(THE RECORDS Opens)
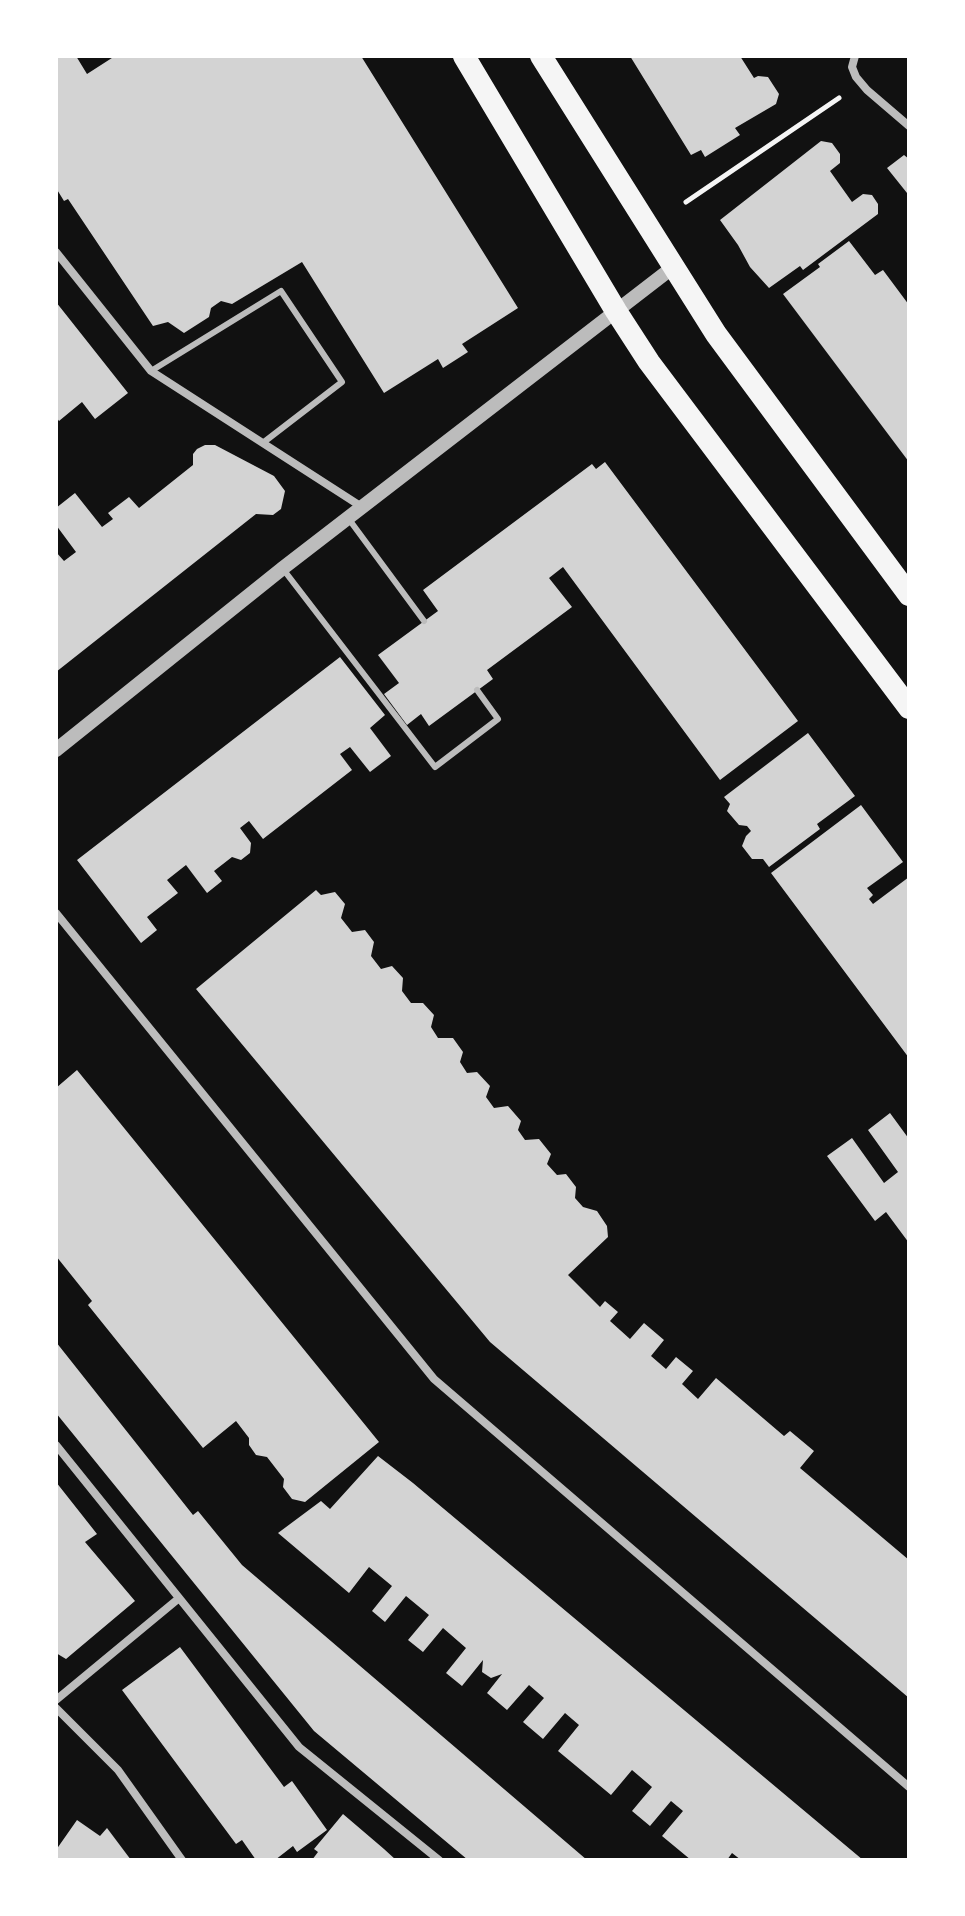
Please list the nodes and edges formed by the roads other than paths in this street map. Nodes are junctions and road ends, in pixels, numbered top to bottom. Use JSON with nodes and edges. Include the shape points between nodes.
{"nodes":[{"id":1,"x":464,"y":56,"type":"edge"},
{"id":2,"x":541,"y":56,"type":"edge"},
{"id":3,"x":855,"y":56,"type":"edge"},
{"id":4,"x":909,"y":126,"type":"edge"},
{"id":5,"x":56,"y":252,"type":"edge"},
{"id":6,"x":672,"y":268,"type":"junction"},
{"id":7,"x":616,"y":311,"type":"junction"},
{"id":8,"x":151,"y":371,"type":"junction"},
{"id":9,"x":264,"y":442,"type":"junction"},
{"id":10,"x":362,"y":507,"type":"junction"},
{"id":11,"x":348,"y":518,"type":"junction"},
{"id":12,"x":283,"y":568,"type":"junction"},
{"id":13,"x":909,"y":595,"type":"edge"},
{"id":14,"x":424,"y":621,"type":"dead end"},
{"id":15,"x":477,"y":690,"type":"dead end"},
{"id":16,"x":909,"y":708,"type":"edge"},
{"id":17,"x":56,"y":750,"type":"edge"},
{"id":18,"x":56,"y":913,"type":"edge"},
{"id":19,"x":56,"y":1445,"type":"edge"},
{"id":20,"x":178,"y":1599,"type":"junction"},
{"id":21,"x":56,"y":1700,"type":"edge"},
{"id":22,"x":56,"y":1708,"type":"edge"},
{"id":23,"x":909,"y":1787,"type":"edge"},
{"id":24,"x":182,"y":1860,"type":"edge"},
{"id":25,"x":439,"y":1860,"type":"edge"}],
"edges":[{"from":1,"to":7,"type":"highway"},
{"from":2,"to":6,"type":"highway"},
{"from":3,"to":4,"type":"street","via":[[856,77]]},
{"from":5,"to":8,"type":"street"},
{"from":6,"to":7,"type":"street"},
{"from":6,"to":13,"type":"highway"},
{"from":7,"to":10,"type":"street"},
{"from":7,"to":16,"type":"highway","via":[[674,397]]},
{"from":8,"to":9,"type":"street"},
{"from":8,"to":9,"type":"lane","via":[[281,291],[342,382]]},
{"from":9,"to":10,"type":"street"},
{"from":10,"to":11,"type":"street"},
{"from":11,"to":12,"type":"street"},
{"from":11,"to":14,"type":"lane"},
{"from":12,"to":15,"type":"lane","via":[[435,767],[498,719]]},
{"from":12,"to":17,"type":"street"},
{"from":18,"to":23,"type":"street","via":[[434,1379]]},
{"from":19,"to":20,"type":"street"},
{"from":20,"to":21,"type":"street"},
{"from":20,"to":25,"type":"street","via":[[299,1747]]},
{"from":22,"to":24,"type":"street","via":[[118,1770]]}]}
(THE RECORDS Closes)
#### TASK TO COMPLETE:
The entries above should be reproduced exactly, without their pictures.

#### YOUR SOLUTION:
Please list the nodes and edges formed by the roads other than paths in this street map. Nodes are junctions and road ends, in pixels, numbered top to bottom. Use JSON with nodes and edges. Include the shape points between nodes.
{"nodes":[{"id":1,"x":464,"y":56,"type":"edge"},
{"id":2,"x":541,"y":56,"type":"edge"},
{"id":3,"x":855,"y":56,"type":"edge"},
{"id":4,"x":909,"y":126,"type":"edge"},
{"id":5,"x":56,"y":252,"type":"edge"},
{"id":6,"x":672,"y":268,"type":"junction"},
{"id":7,"x":616,"y":311,"type":"junction"},
{"id":8,"x":151,"y":371,"type":"junction"},
{"id":9,"x":264,"y":442,"type":"junction"},
{"id":10,"x":362,"y":507,"type":"junction"},
{"id":11,"x":348,"y":518,"type":"junction"},
{"id":12,"x":283,"y":568,"type":"junction"},
{"id":13,"x":909,"y":595,"type":"edge"},
{"id":14,"x":424,"y":621,"type":"dead end"},
{"id":15,"x":477,"y":690,"type":"dead end"},
{"id":16,"x":909,"y":708,"type":"edge"},
{"id":17,"x":56,"y":750,"type":"edge"},
{"id":18,"x":56,"y":913,"type":"edge"},
{"id":19,"x":56,"y":1445,"type":"edge"},
{"id":20,"x":178,"y":1599,"type":"junction"},
{"id":21,"x":56,"y":1700,"type":"edge"},
{"id":22,"x":56,"y":1708,"type":"edge"},
{"id":23,"x":909,"y":1787,"type":"edge"},
{"id":24,"x":182,"y":1860,"type":"edge"},
{"id":25,"x":439,"y":1860,"type":"edge"}],
"edges":[{"from":1,"to":7,"type":"highway"},
{"from":2,"to":6,"type":"highway"},
{"from":3,"to":4,"type":"street","via":[[856,77]]},
{"from":5,"to":8,"type":"street"},
{"from":6,"to":7,"type":"street"},
{"from":6,"to":13,"type":"highway"},
{"from":7,"to":10,"type":"street"},
{"from":7,"to":16,"type":"highway","via":[[674,397]]},
{"from":8,"to":9,"type":"street"},
{"from":8,"to":9,"type":"lane","via":[[281,291],[342,382]]},
{"from":9,"to":10,"type":"street"},
{"from":10,"to":11,"type":"street"},
{"from":11,"to":12,"type":"street"},
{"from":11,"to":14,"type":"lane"},
{"from":12,"to":15,"type":"lane","via":[[435,767],[498,719]]},
{"from":12,"to":17,"type":"street"},
{"from":18,"to":23,"type":"street","via":[[434,1379]]},
{"from":19,"to":20,"type":"street"},
{"from":20,"to":21,"type":"street"},
{"from":20,"to":25,"type":"street","via":[[299,1747]]},
{"from":22,"to":24,"type":"street","via":[[118,1770]]}]}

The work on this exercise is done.